Founded in 1951, Tetra Pak was born from a single innovation. The first of its kind: a tetrahedron-shaped aseptic food packaging carton from which founder, Ruben Rausing, derived the company name. This design would give birth to an entire range of Tetra Pak products that would entirely transform the food packaging industry. Over the next 60+ years, Tetra Pak would grow substantially from a family run business to a multinational corporation with more than 24,000 employees in over 160 countries worldwide.
Being veterans in their field, it’s no surprise that Tetra Pak understands how to adapt to an ever-shifting business landscape. This means knowing how to fully seize development opportunities in order to continue embracing the innovative spirit the company was founded on.
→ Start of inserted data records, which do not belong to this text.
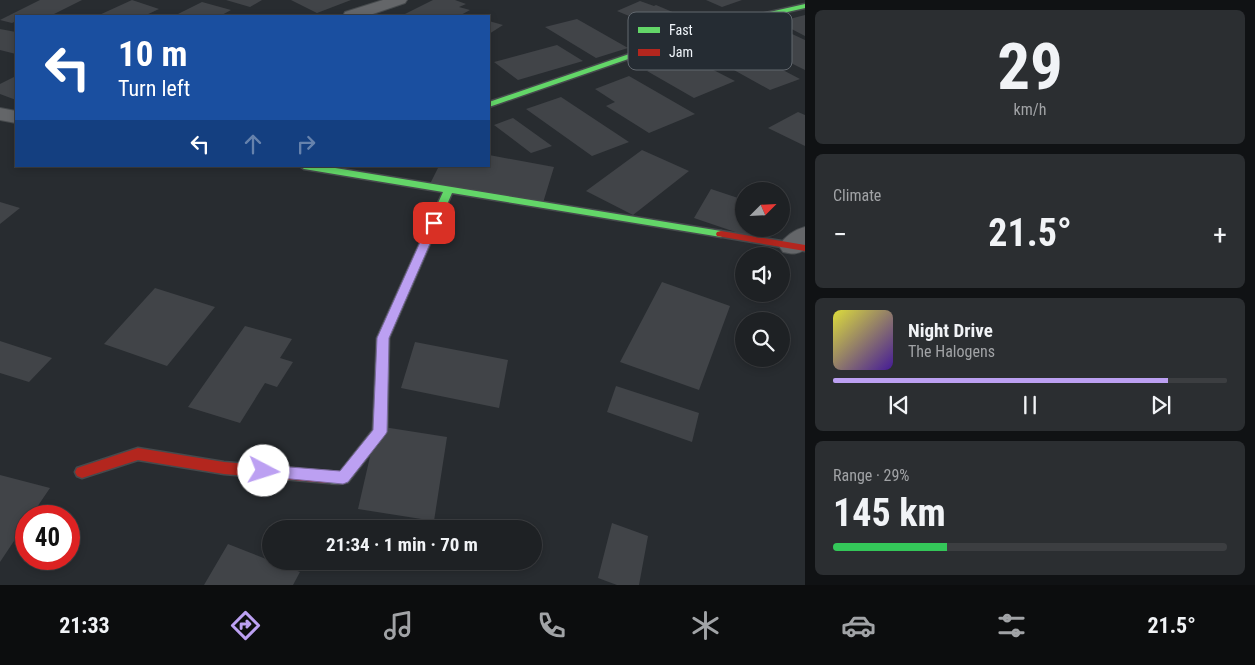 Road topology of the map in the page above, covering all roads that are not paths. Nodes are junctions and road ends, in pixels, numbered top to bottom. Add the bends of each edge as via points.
1 (399, 0) edge
2 (805, 6) edge
3 (778, 12) edge
4 (354, 15) edge
5 (628, 57) edge
6 (490, 105) edge
7 (0, 114) edge
8 (15, 117) edge
9 (317, 167) edge
10 (343, 169) edge
11 (449, 190) junction
12 (801, 243) edge
13 (82, 472) dead end

1 - 4 street
2 - 3 street
5 - 6 street
7 - 8 street
9 - 10 street
10 - 11 street
11 - 12 street
11 - 13 street via 383,338 380,432 343,478 224,468 138,454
The first signs of Tetra Pak’s digital integration appeared in the 1990s, with their implementation of Total Productive Maintenance (TPM): a project centred around the reduction and elimination of waste via in-depth data analysis. This innovative method of ensuring production efficiency has earned them more than 110 TPM awards in total, including the first-ever Global Leaders award from the Japan Institute of Plant Maintenance.
Johan Nilsson, VP Industry 4.0 Solutions & Digital Services at Tetra Pak, described the challenges they face:
"We all know too little about this topic and are limited by our imagination. We need curious leaders to lead our digital transformation."
And this lack of knowledge and experience with embracing modern digital solutions is something that extends to the food and beverage industry as a whole. Nitin Chaudhary, Director of Strategy and Planning at Tetra Pak, expressed his feelings on the matter:
"We believe that food and beverage is yet to fully pick up and benefit from Industry 4.0. But that will have to change, and it will have to change now because a lot of food and beverage producers are facing a new reality."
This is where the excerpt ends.